Dr. Felipe Calmon - Neurocirurgião

24 de fevereiro de 2023

O que fazer em uma crise de epilepsia?

O que fazer em uma crise de epilepsia

Durante uma crise de epilepsia é recomendado que a pessoa que busca ajudar o paciente retire todos os objetos que possam causar-lhe alguma lesão. Após liberar o espaço, é indicado que o doente seja deitado no chão, e lateralizado, isso permite a saída da saliva, evitando a aspiração e melhorando sua respiração.

Se possível, proteja a cabeça da pessoa enquanto ela está convulsionando, com uma almofada, ou até com peças de roupa, evitando que sua cabeça se choque com o chão durante a crise, evitando traumas.

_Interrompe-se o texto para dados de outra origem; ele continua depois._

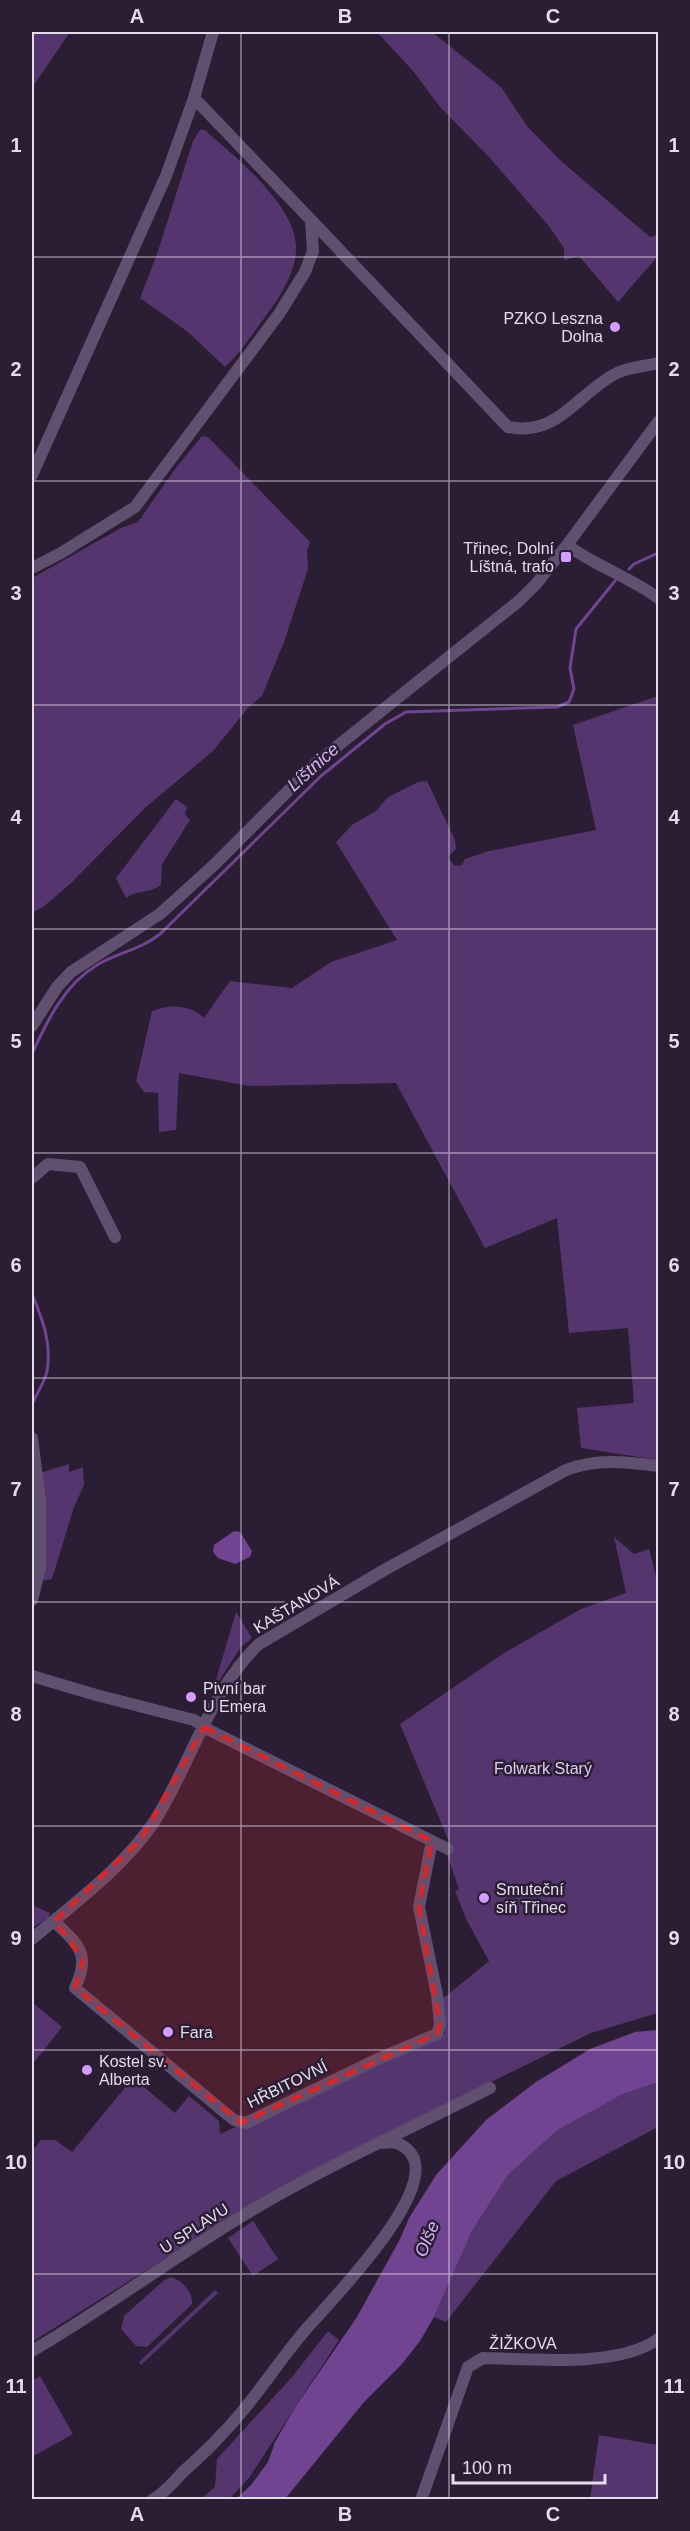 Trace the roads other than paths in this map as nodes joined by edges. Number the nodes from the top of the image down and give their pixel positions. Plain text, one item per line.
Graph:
1 (213, 32) edge
2 (194, 98) junction
3 (311, 220) junction
4 (658, 363) edge
5 (658, 422) edge
6 (32, 475) edge
7 (567, 544) junction
8 (32, 568) edge
9 (658, 598) edge
10 (32, 1026) edge
11 (32, 1178) edge
12 (115, 1237) dead end
13 (32, 1438) edge
14 (658, 1466) edge
15 (32, 1600) edge
16 (32, 1676) edge
17 (204, 1727) junction
18 (432, 1841) junction
19 (448, 1849) dead end
20 (54, 1921) junction
21 (32, 1939) edge
22 (490, 2088) dead end
23 (382, 2143) junction
24 (658, 2339) edge
25 (653, 2349) edge
26 (32, 2351) edge
27 (152, 2499) edge
28 (421, 2499) edge

1 - 2 street
2 - 3 street
2 - 6 street
3 - 4 street
3 - 8 street
5 - 7 street
7 - 9 street
7 - 10 street
11 - 12 street
13 - 15 street
14 - 17 street, KAŠTANOVÁ
16 - 17 street
17 - 18 street
17 - 20 street, KAŠTANOVÁ
18 - 19 street
18 - 20 street, HŘBITOVNÍ
20 - 21 street, KAŠTANOVÁ
22 - 23 street, U SPLAVU
23 - 26 street, U SPLAVU
23 - 27 street
24 - 25 street
25 - 28 street, ŽIŽKOVA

Não segure o paciente, nem jogue água ou coloque qualquer objeto em sua boca (o fato de que a pessoa enrola a língua durante a crise é mito). Deixá-lo de barriga para cima aumenta as chances dele engasgar com saliva ou secreções, por isso há a necessidade de virá-lo de lado, e é indicado que as roupas sejam afrouxadas, principalmente as que se encontram na região do pescoço, para auxiliar na respiração.


As crises convulsivas costumam durar de um a dois minutos, e após seu término o doente pode se apresentar agitado, sonolento ou confuso, durante esse período não é indicado que seja oferecido comida ou bebida à pessoa, uma vez que seus movimentos ainda podem estar desordenados.

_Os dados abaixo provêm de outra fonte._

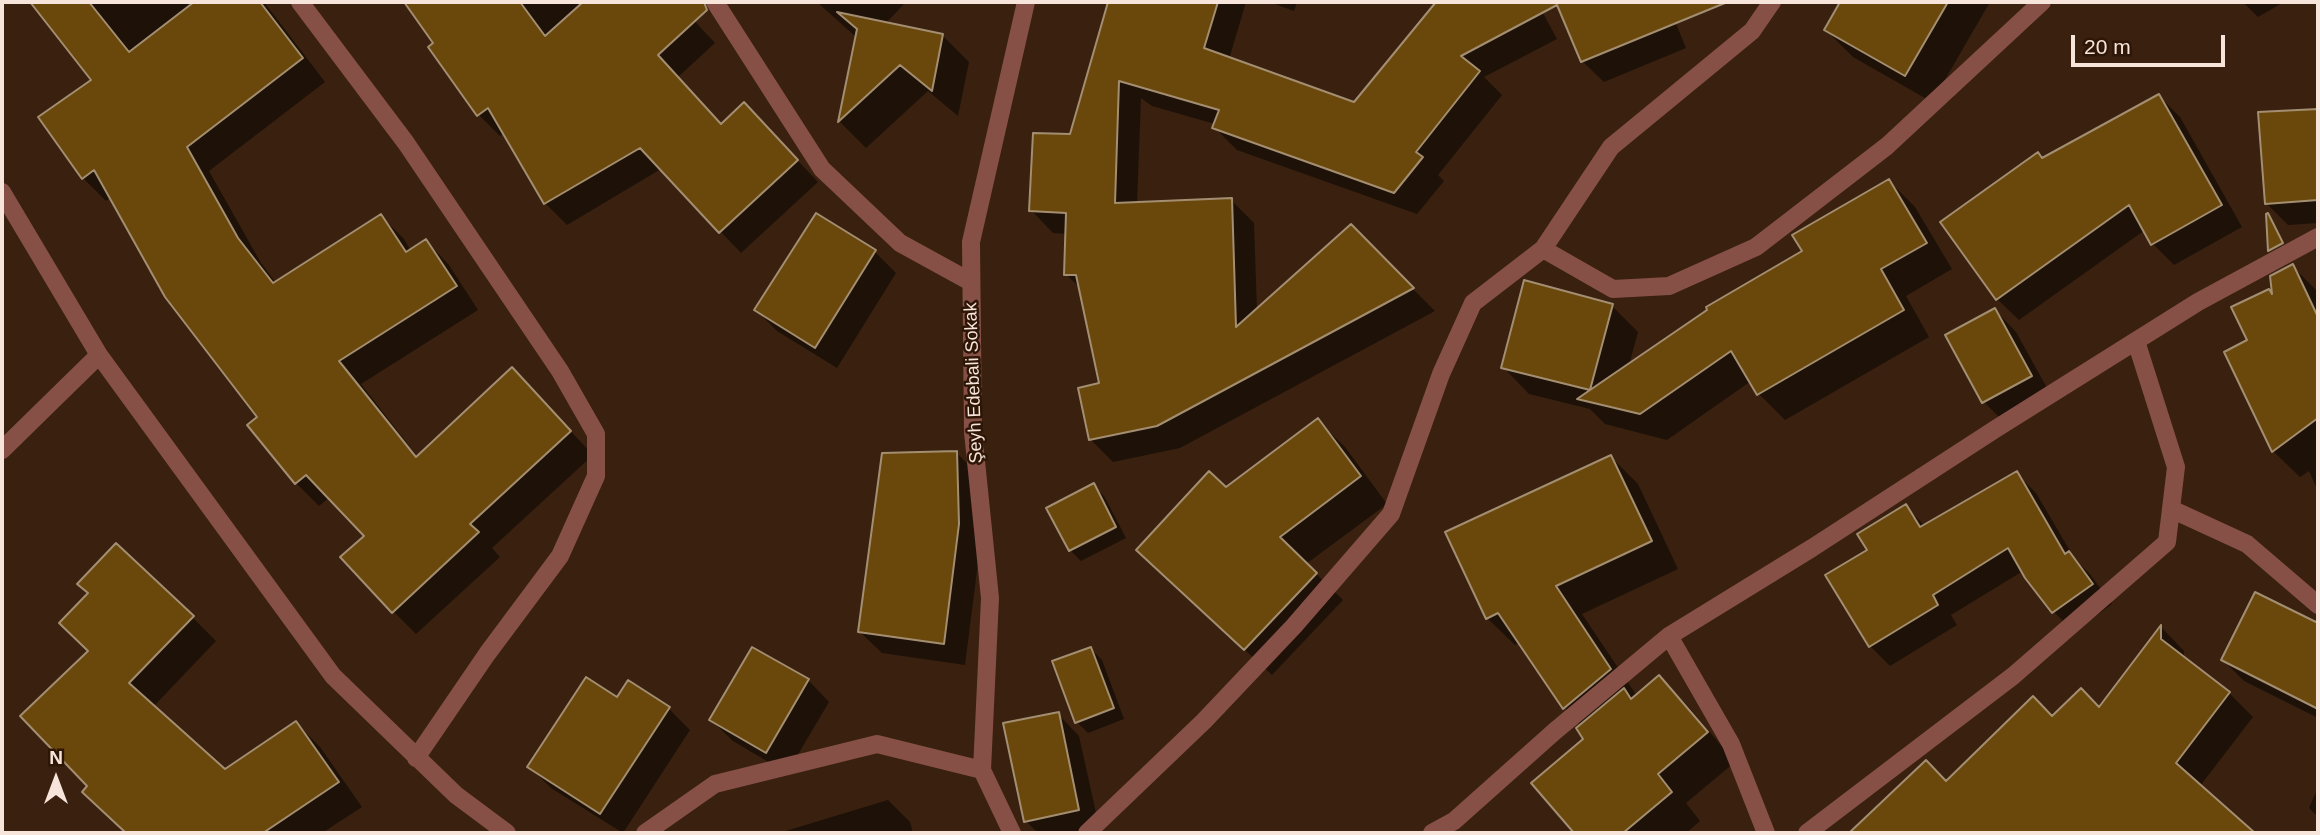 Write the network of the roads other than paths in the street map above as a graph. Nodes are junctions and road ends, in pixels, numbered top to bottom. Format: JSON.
{"nodes":[{"id":1,"x":300,"y":2,"type":"edge"},
{"id":2,"x":715,"y":2,"type":"edge"},
{"id":3,"x":1026,"y":2,"type":"edge"},
{"id":4,"x":1772,"y":2,"type":"edge"},
{"id":5,"x":2042,"y":2,"type":"edge"},
{"id":6,"x":2,"y":192,"type":"edge"},
{"id":7,"x":2318,"y":237,"type":"edge"},
{"id":8,"x":1543,"y":250,"type":"junction"},
{"id":9,"x":971,"y":282,"type":"junction"},
{"id":10,"x":2136,"y":341,"type":"junction"},
{"id":11,"x":99,"y":355,"type":"junction"},
{"id":12,"x":2,"y":450,"type":"edge"},
{"id":13,"x":2171,"y":509,"type":"junction"},
{"id":14,"x":2318,"y":606,"type":"edge"},
{"id":15,"x":1669,"y":636,"type":"junction"},
{"id":16,"x":416,"y":758,"type":"junction"},
{"id":17,"x":982,"y":770,"type":"junction"},
{"id":18,"x":507,"y":833,"type":"edge"},
{"id":19,"x":645,"y":833,"type":"edge"},
{"id":20,"x":1012,"y":833,"type":"edge"},
{"id":21,"x":1087,"y":833,"type":"edge"},
{"id":22,"x":1432,"y":833,"type":"edge"},
{"id":23,"x":1766,"y":833,"type":"edge"},
{"id":24,"x":1807,"y":833,"type":"edge"}],
"edges":[{"from":1,"to":16,"type":"street"},
{"from":2,"to":9,"type":"street"},
{"from":3,"to":9,"type":"street","name":"Şeyh Edebali Sokak"},
{"from":4,"to":8,"type":"street"},
{"from":5,"to":8,"type":"street"},
{"from":6,"to":11,"type":"street"},
{"from":7,"to":10,"type":"street"},
{"from":8,"to":21,"type":"street"},
{"from":9,"to":17,"type":"street","name":"Şeyh Edebali Sokak"},
{"from":10,"to":13,"type":"street"},
{"from":10,"to":15,"type":"street"},
{"from":11,"to":12,"type":"street"},
{"from":11,"to":16,"type":"street"},
{"from":13,"to":14,"type":"street"},
{"from":13,"to":24,"type":"street"},
{"from":15,"to":22,"type":"street"},
{"from":15,"to":23,"type":"street"},
{"from":16,"to":18,"type":"street"},
{"from":17,"to":19,"type":"street"},
{"from":17,"to":20,"type":"street"}]}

Mesmo que a crise tenha cessado, é importante levar o doente ao médico, pois o risco de recorrência de crise é maior nas primeiras 48h, e é importante o acompanhamento médico para ministrar eventual anticonvulsivante.



É importante ressaltar que crises mais longas devem ser atendidas emergencialmente, sob risco de danos neurológicos ao paciente. Deste modo, é ideal que o Samu (192) ou Corpo de Bombeiros (193) seja acionado.

Como evitar a crise de epilepsia?

Como evitar a crise de epilepsia

Para evitar as crises de epilepsia, é importante que o doente tenha se consultado com um médico neurologista, e recebido um diagnóstico preciso. Após o diagnóstico, o médico vai prescrever anticonvulsivantes que têm o poder de controlar o tipo específico de epilepsia apresentada por aquela pessoa.


Para realizar o diagnóstico, são utilizados dois exames principais, a ressonância de crânio e o eletroencefalograma. Apesar de a epilepsia não ter cura, é uma doença controlável, de modo que os doentes de epilepsia conseguem manter uma vida comum, quando levam o tratamento à risca.


Existem outras indicações ao doente epilético para que ele não apresente crises, tais como: não ingerir bebidas alcoólicas, ou, se for ingerir, não deixar de tomar o anticonvulsivante; garantir boas noites de sono; evitar estresse e não ficar tempos prolongados em jejum.



Em alguns casos, quando o medicamento não é suficiente, pode ser indicada a cirurgia como alternativa, para evitar que as funções cerebrais sejam afetadas em decorrência das crises reiteradas.